Google Ends Program To Sell Radio Ads
February 12, 2009 at 12:52 PM (PT)
In the second major setback for GOOGLE’s ambitions to expand its advertising business beyond the Internet, the company said THURSDAY that it was ending its program to sell radio ads. THE NEW YORK TIMES reports the program, called GOOGLE AUDIO ADS, which it began in 2006, did not live up to the company’s expectations, and the decision to kill it may result in the layoffs of approximately 40 people, GOOGLE said in a blog post.
The announcement highlights GOOGLE’s continuing efforts to cut costs and focus on fewer projects as its core search advertising business has slowed dramatically in the face of the recession.

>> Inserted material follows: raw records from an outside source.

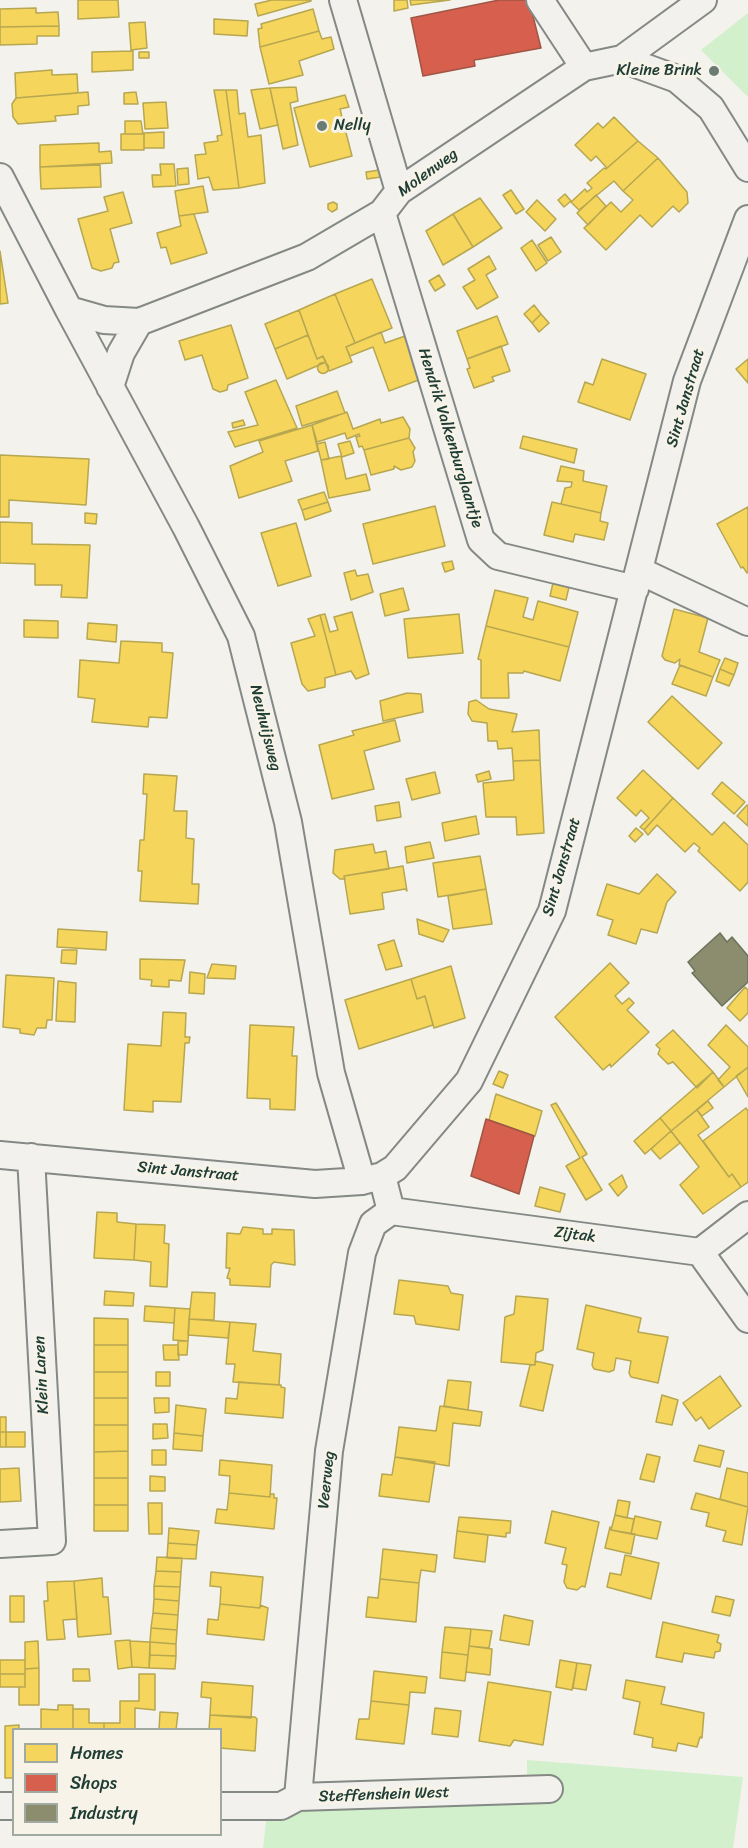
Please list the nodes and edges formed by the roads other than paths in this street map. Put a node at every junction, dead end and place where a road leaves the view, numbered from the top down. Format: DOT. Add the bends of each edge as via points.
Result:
graph roads {
  1 [pos="343,0"];
  2 [pos="540,0"];
  3 [pos="704,0"];
  4 [pos="622,59"];
  5 [pos="584,67"];
  6 [pos="748,168"];
  7 [pos="0,177"];
  8 [pos="399,191"];
  9 [pos="382,213"];
  10 [pos="748,219"];
  11 [pos="69,310"];
  12 [pos="140,322"];
  13 [pos="110,387"];
  14 [pos="638,580"];
  15 [pos="748,622"];
  16 [pos="0,1155"];
  17 [pos="31,1157"];
  18 [pos="372,1179"];
  19 [pos="391,1211"];
  20 [pos="748,1215"];
  21 [pos="700,1252"];
  22 [pos="748,1319"];
  23 [pos="0,1544"];
  24 [pos="549,1790"];
  25 [pos="222,1806"];
  26 [pos="286,1811"];
  1 -- 8 [label="street"];
  2 -- 5 [label="street"];
  3 -- 4 [label="street, Molenweg"];
  4 -- 5 [label="street, Molenweg"];
  4 -- 6 [label="street" via="676,79 711,108"];
  5 -- 8 [label="street, Molenweg"];
  7 -- 11 [label="street"];
  8 -- 9 [label="street, Molenweg"];
  9 -- 12 [label="street, Molenweg" via="307,257"];
  9 -- 14 [label="street, Hendrik Valkenburglaantje" via="481,540 498,556"];
  10 -- 14 [label="street, Sint Janstraat" via="687,381"];
  11 -- 12 [label="street, Molenweg" via="104,320"];
  11 -- 13 [label="street, Neuhuijsweg"];
  12 -- 13 [label="street" via="121,353"];
  13 -- 18 [label="street, Neuhuijsweg" via="241,636 288,822 331,1073"];
  14 -- 15 [label="street, Hendrik Valkenburglaantje"];
  14 -- 18 [label="street, Sint Janstraat" via="552,911 469,1081 394,1167"];
  16 -- 17 [label="street, Sint Janstraat"];
  17 -- 18 [label="street, Sint Janstraat" via="315,1184"];
  17 -- 23 [label="street, Klein Laren" via="52,1541"];
  18 -- 19 [label="street"];
  19 -- 21 [label="street, Zijtak"];
  19 -- 26 [label="street, Veerweg" via="373,1224 362,1253 329,1451"];
  20 -- 21 [label="street"];
  21 -- 22 [label="street"];
  24 -- 26 [label="street, Steffenshein West"];
  25 -- 26 [label="street, Steffenshein West"];
}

"While we’ve devoted substantial resources to developing these products and learned a lot along the way, we haven’t had the impact we hoped for," wrote VP/Product Management SUSAN WOJCICKI.
WOJCICKI said that GOOGLE would use some of its radio advertising technology to deliver ads on streaming audio programs online. She said that GOOGLE would try to find new roles at the company for most of the people involved in the radio ads program, but added that "we expect that up to 40 people may not be able to find other roles at GOOGLE."
AUDIO ADS is the second offline advertising initiative that GOOGLE has shut down in as many months. In JANUARY, GOOGLE pulled the plug on its PRINT ADS program, which sold advertisements in newspapers.
Another, more ambitious, program to sell ads on television continues for now. WOJCICKI said that GOOGLE would continue to invest in it.
GOOGLE AUDIO ADS has faced challenges since its inception. It began in 2006 when GOOGLE acquired DMARC BROADCASTING. The next year, the DMARC founders left GOOGLE amid culture clashes and a chilly reception to the Internet giant in the radio industry.
Many radio stations feared that GOOGLE would turn their advertising business into a commodity and refused to give the company access to sufficient advertising air time. Google eventually struck deals with larger radio networks like CLEAR CHANNEL COMMUNICATIONS, but the program never took off.